## TASK TO COMPLETE
Where the records below begin, start copying, and stop after the line that contains "position:absolute; left:24px; top:1778px;"; reproduce every line exactly but omit pictures.

## DATA FOR THIS TASK
<<<<

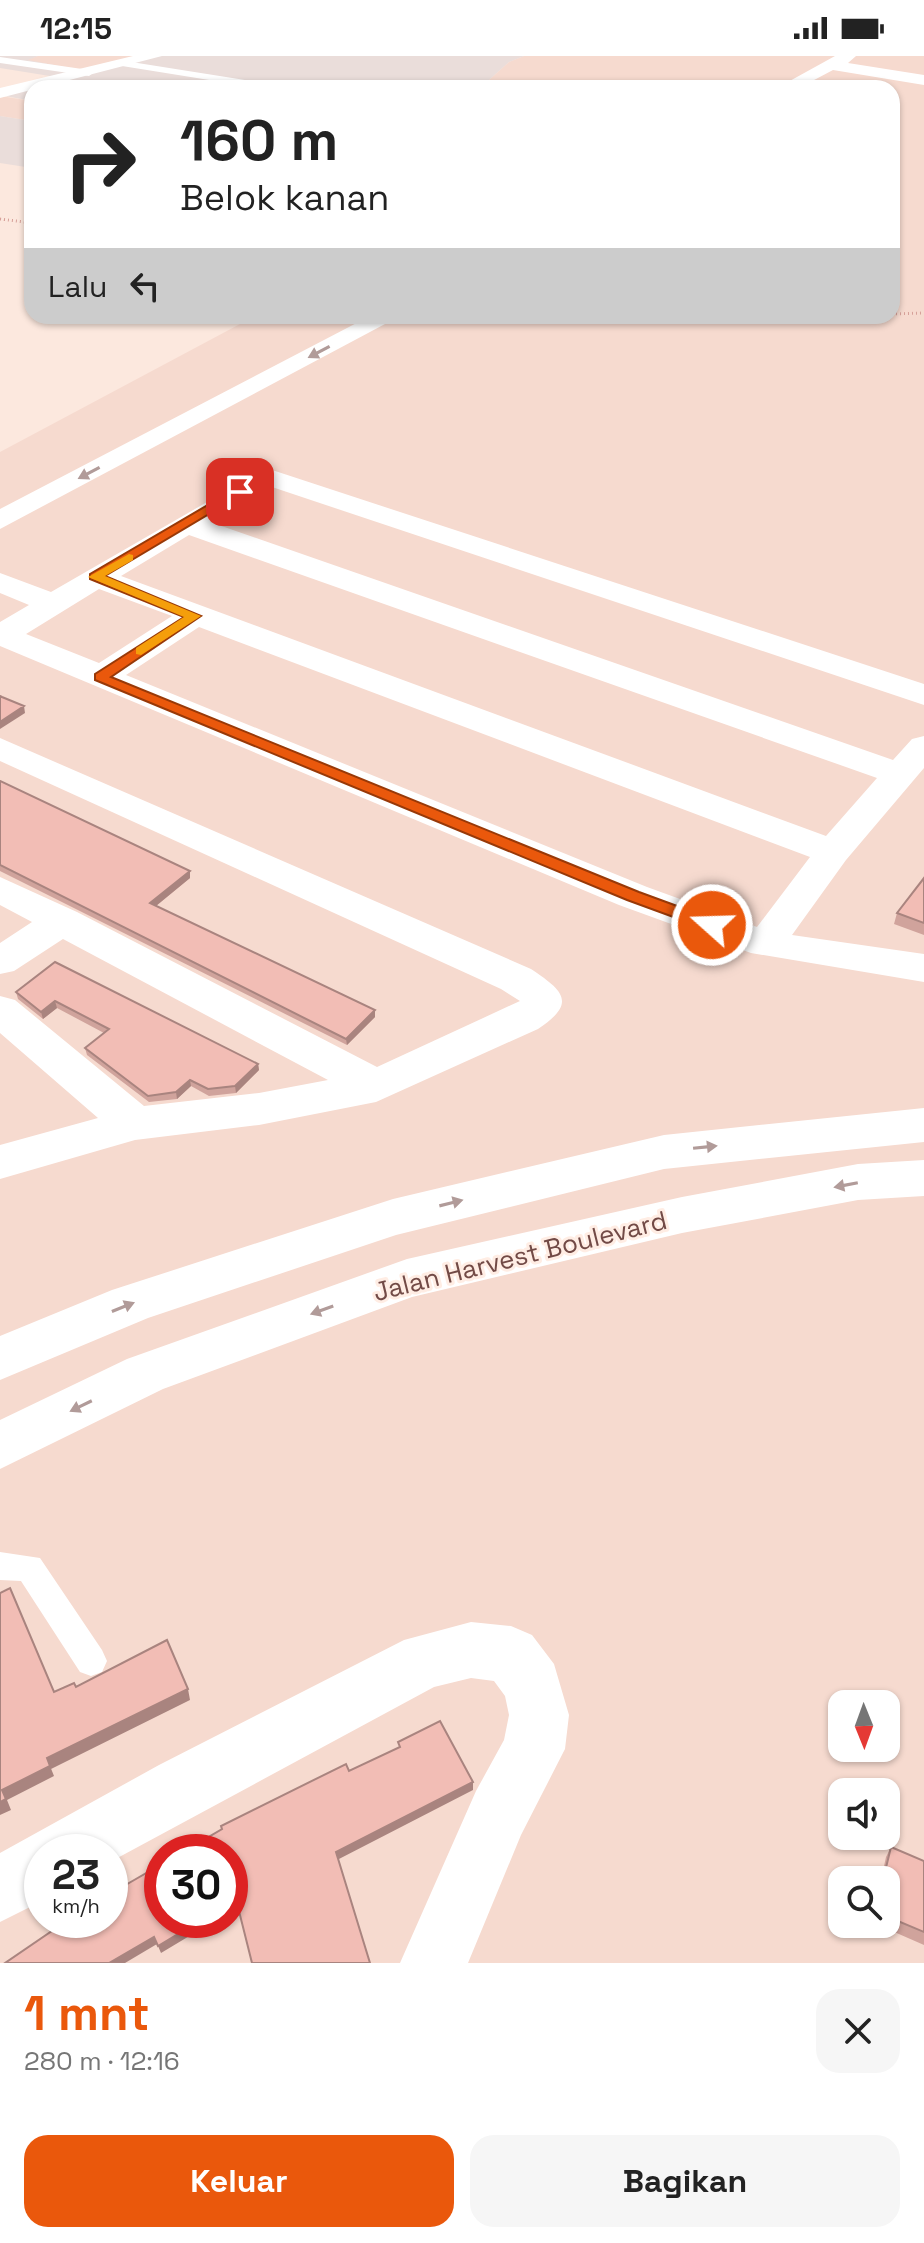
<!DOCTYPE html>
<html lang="id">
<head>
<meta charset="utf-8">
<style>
	body { margin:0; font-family:"Space Grotesk",sans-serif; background:#f6f6f6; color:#222; height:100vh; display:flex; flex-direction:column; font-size:30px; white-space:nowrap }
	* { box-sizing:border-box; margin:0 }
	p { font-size:26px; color:#767676 }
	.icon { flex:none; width:44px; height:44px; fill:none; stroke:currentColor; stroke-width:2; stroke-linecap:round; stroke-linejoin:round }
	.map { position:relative; height:1907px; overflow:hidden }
	.details { display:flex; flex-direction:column; background:#fff; flex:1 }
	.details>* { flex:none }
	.hud { position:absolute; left:24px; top:24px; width:876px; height:244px; border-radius:24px; box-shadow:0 2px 6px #0004; background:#fff; color:#222; overflow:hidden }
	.needle { width:52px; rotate:179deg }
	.fabs { position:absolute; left:828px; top:1634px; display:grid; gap:16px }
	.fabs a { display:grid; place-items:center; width:72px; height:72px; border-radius:16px; background:#fff; box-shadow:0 2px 6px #0004; font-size:40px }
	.speed { position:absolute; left:24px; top:1778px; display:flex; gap:16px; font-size:40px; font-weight:700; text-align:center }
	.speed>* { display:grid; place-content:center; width:104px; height:104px; border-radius:50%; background:#fff; box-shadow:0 2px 6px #0004; line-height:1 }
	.speed small { font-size:20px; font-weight:400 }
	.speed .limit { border:12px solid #d22; background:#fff; color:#111 }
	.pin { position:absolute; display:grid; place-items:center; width:68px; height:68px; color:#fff; margin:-34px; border-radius:16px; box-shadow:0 4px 12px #0006 }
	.me { position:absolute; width:88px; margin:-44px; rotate:290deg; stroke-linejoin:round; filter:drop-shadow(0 0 6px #0008) }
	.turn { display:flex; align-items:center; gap:28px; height:168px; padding:0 24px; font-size:36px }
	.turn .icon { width:104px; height:104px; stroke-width:2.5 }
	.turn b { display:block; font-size:56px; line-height:68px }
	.then { display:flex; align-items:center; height:76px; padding:0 24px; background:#0003; gap:16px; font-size:30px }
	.round { display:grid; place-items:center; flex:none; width:84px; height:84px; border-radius:24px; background:#f6f6f6 }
	.headline { display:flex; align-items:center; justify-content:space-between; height:136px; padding:0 24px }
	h1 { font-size:48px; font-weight:700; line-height:60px; color:#ea580c }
	.action { display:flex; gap:16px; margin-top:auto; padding:16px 24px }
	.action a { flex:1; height:92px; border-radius:24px; background:#ea580c; color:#fff; font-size:32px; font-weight:700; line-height:92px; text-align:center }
	.action a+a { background:#f6f6f6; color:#222 }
	.status { display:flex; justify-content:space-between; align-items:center; height:56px; padding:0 40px; background:#fff; direction:ltr }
	.status svg { height:22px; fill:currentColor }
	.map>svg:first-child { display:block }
</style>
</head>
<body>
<div class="status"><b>12:15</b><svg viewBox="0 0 49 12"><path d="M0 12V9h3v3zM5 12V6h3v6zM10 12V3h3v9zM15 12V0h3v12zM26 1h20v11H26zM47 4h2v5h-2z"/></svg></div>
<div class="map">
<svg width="924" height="1907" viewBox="0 0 924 1907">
	<rect width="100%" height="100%" fill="#fce8de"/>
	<!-- residential -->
	<path fill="#f6dacf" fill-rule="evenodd" d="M38,0H151L91,16L26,4Z
		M524,0H924V1907H0V396L255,260H892V32H480L509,6ZM842,1648H886V1692H842ZM842,1736H886V1780H842ZM42,1796H110V1864H42ZM162,1796H230V1864H162ZM842,1824H886V1868H842Z
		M0,40L32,45V65L0,60Z"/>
	<!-- industrial -->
	<path fill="#eaddda" d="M0,0H38L28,4L91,16L151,0H524L509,6L480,32H32V45L0,39V36L56,21L0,12Z
		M0,60L32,65V112L0,107Z"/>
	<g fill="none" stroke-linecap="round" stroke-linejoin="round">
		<!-- path-far1 -->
		<path stroke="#d6a099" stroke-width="2" stroke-dasharray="1 3" stroke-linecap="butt" d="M0,163L6,164"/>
		<!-- path -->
		<path stroke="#d6a099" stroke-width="3" stroke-dasharray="1 3" stroke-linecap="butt" d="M0,163L32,167
			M892,258L924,257"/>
		<!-- lane -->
		<path fill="#fff" fill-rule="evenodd" d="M0,1L89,14L93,17L89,20L0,7Z
			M125,5L276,29L281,32H259L122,10Z
			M0,1496L40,1502L102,1594L107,1605L102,1616L91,1620L80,1616L21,1525L0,1524Z"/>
		<!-- street -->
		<path fill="#fff" fill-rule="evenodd" d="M133,0H162L0,42V32Z
			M835,0H856L848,7L924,19V29L833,14L799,32H777Z
			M370,260H400L0,473V453Z
			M266,412L924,628V649L269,430L210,466L893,704L912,683L924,680V712L846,804L792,879L924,898V926L751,897L619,849L0,590V566L29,549L0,537V517L51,536ZM189,479L877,722L826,780L121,520ZM99,533L172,560L99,607L26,578ZM199,571L810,801L757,871L647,831L126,619Z
			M0,682L531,913C564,935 577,947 538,973L376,1046L259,1069L135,1084L0,1123V1089L98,1062L0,977V940L15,944L144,1050L259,1037L328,1024L63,883L14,915L0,918V887L32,866L0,849V821L77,856L377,1011L520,945L501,933L0,705Z
			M924,1052V1086L664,1113L396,1179L148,1262L0,1324V1280L112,1234L393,1143L664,1079Z
			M924,1104V1140L858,1144L682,1177L412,1241L163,1333L0,1413V1364L127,1303L407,1203L682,1141L858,1108Z
			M471,1566L511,1570L532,1579L554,1608L569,1659L565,1693L521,1779L468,1907H400L476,1735L504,1684L509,1659L505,1640L494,1625L471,1622L434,1631L110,1806V1796H42V1845L0,1866V1797L159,1709L404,1584Z"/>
	</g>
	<!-- wall -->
	<path fill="#d0a39c" d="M0,725L190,822L156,850L375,961L347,989L0,815Z
		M924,822V879L894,868L897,857Z
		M55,906L258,1008L259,1014L236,1037L209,1040L191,1030L177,1043L149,1046L87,999L85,992L104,977L57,952L43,963L18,943L16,936Z
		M891,1791L924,1805V1889L876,1868H886V1824H881L886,1801Z"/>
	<!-- shaded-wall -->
	<path fill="#a9847f" d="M24,650L25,657L0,673V666Z
		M190,815V822L151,854L150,847Z
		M55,945L57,952L43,963L41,956Z
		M375,954V961L347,989L346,983Z
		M258,1008L259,1014L236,1037L235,1030Z
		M190,1024L191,1030L177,1043L176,1036Z
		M188,1633L190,1644L51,1713L47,1702Z
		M50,1710L54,1720L7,1744L11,1754L0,1759V1746L2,1734Z
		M473,1726V1734L337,1804L336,1796Z
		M236,1843L238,1851L230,1856V1847Z
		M201,1864H216L161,1897L158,1890Z
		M154,1881L157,1888L125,1907H109Z"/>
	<!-- building -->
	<path fill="#f2bdb5" stroke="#a9847f" stroke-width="2" d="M0,640L2,641L24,650L0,666Z
		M0,725L190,815L150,847L375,954L346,983L0,809Z
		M924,822V867L897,857Z
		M55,906L258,1008L235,1030L208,1033L190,1024L176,1036L148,1040L85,992L109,973L55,945L41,956L16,936Z
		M10,1532L54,1636L74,1627L76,1631L167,1584L188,1633L47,1702L50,1710L2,1734L6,1743L0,1746V1537Z
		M440,1665L473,1726L336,1796L370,1907H252L236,1843L230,1847V1796H183L222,1773L221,1770L346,1708L349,1715L400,1691L398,1686Z
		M891,1791L924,1805V1876L886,1860V1824H883Z
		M162,1808V1864H201L158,1890L154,1881L109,1907H5L68,1864H110V1838Z"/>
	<!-- one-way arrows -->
	<defs><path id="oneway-solid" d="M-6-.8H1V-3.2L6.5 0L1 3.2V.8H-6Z" transform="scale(2)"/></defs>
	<g fill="#b19b99">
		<use href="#oneway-solid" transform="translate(319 296) rotate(152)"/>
		<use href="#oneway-solid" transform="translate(89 417) rotate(152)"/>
		<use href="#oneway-solid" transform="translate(705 1091) rotate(-6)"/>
		<use href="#oneway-solid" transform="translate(846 1129) rotate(169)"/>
		<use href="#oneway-solid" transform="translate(451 1147) rotate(-14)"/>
		<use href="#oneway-solid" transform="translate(123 1251) rotate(-22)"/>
		<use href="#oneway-solid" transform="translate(322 1254) rotate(160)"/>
		<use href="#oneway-solid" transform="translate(81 1350) rotate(154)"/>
	</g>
	<!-- route -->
	<path fill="#ea580c" stroke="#983908" stroke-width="2" d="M235,433L246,436L105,520L201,560L111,621L639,836L718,865V873H706L627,844L95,624V618L184,561L90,523V518Z"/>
	<!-- slow -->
	<path fill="#f59e0b" d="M129,498L133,499V504L105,520L201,560L141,599L136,598V592L184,561L88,521Z"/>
	<g text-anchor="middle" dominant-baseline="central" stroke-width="6" stroke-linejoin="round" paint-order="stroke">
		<!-- street labels -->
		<g font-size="26" fill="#724a46" stroke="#ffede4">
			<text transform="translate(520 1200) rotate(-14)">Jalan Harvest Boulevard</text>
		</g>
	</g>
</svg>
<div class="fabs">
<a><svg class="needle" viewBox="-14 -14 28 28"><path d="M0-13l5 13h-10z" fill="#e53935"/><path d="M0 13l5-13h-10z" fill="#767676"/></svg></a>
<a><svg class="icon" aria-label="sound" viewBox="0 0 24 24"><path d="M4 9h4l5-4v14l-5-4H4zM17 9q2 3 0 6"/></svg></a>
<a><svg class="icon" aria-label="search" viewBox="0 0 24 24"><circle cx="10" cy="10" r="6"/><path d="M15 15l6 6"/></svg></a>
</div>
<div class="speed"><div>23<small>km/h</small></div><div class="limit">30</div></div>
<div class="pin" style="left:240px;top:436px;background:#d93025"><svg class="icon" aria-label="arrive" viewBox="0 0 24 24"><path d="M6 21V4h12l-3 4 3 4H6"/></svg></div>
<svg class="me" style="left:712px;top:869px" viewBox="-20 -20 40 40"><circle r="17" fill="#ea580c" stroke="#fff" stroke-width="3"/><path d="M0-11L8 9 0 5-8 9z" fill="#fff"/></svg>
<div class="hud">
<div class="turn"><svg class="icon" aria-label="right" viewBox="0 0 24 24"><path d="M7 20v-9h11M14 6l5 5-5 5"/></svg><div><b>160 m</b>Belok kanan</div></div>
<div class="then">Lalu<svg class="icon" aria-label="left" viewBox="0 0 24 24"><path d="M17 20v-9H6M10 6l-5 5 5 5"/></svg></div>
</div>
</div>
<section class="details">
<div class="headline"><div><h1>1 mnt</h1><p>280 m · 12:16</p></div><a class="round"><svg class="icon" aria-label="close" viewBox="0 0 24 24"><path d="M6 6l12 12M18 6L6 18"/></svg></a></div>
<div class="action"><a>Keluar</a><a>Bagikan</a></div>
</section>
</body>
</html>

>>>>

## ANSWER FOR THIS EXERCISE
<!DOCTYPE html>
<html lang="id">
<head>
<meta charset="utf-8">
<style>
	body { margin:0; font-family:"Space Grotesk",sans-serif; background:#f6f6f6; color:#222; height:100vh; display:flex; flex-direction:column; font-size:30px; white-space:nowrap }
	* { box-sizing:border-box; margin:0 }
	p { font-size:26px; color:#767676 }
	.icon { flex:none; width:44px; height:44px; fill:none; stroke:currentColor; stroke-width:2; stroke-linecap:round; stroke-linejoin:round }
	.map { position:relative; height:1907px; overflow:hidden }
	.details { display:flex; flex-direction:column; background:#fff; flex:1 }
	.details>* { flex:none }
	.hud { position:absolute; left:24px; top:24px; width:876px; height:244px; border-radius:24px; box-shadow:0 2px 6px #0004; background:#fff; color:#222; overflow:hidden }
	.needle { width:52px; rotate:179deg }
	.fabs { position:absolute; left:828px; top:1634px; display:grid; gap:16px }
	.fabs a { display:grid; place-items:center; width:72px; height:72px; border-radius:16px; background:#fff; box-shadow:0 2px 6px #0004; font-size:40px }
	.speed { position:absolute; left:24px; top:1778px; display:flex; gap:16px; font-size:40px; font-weight:700; text-align:center }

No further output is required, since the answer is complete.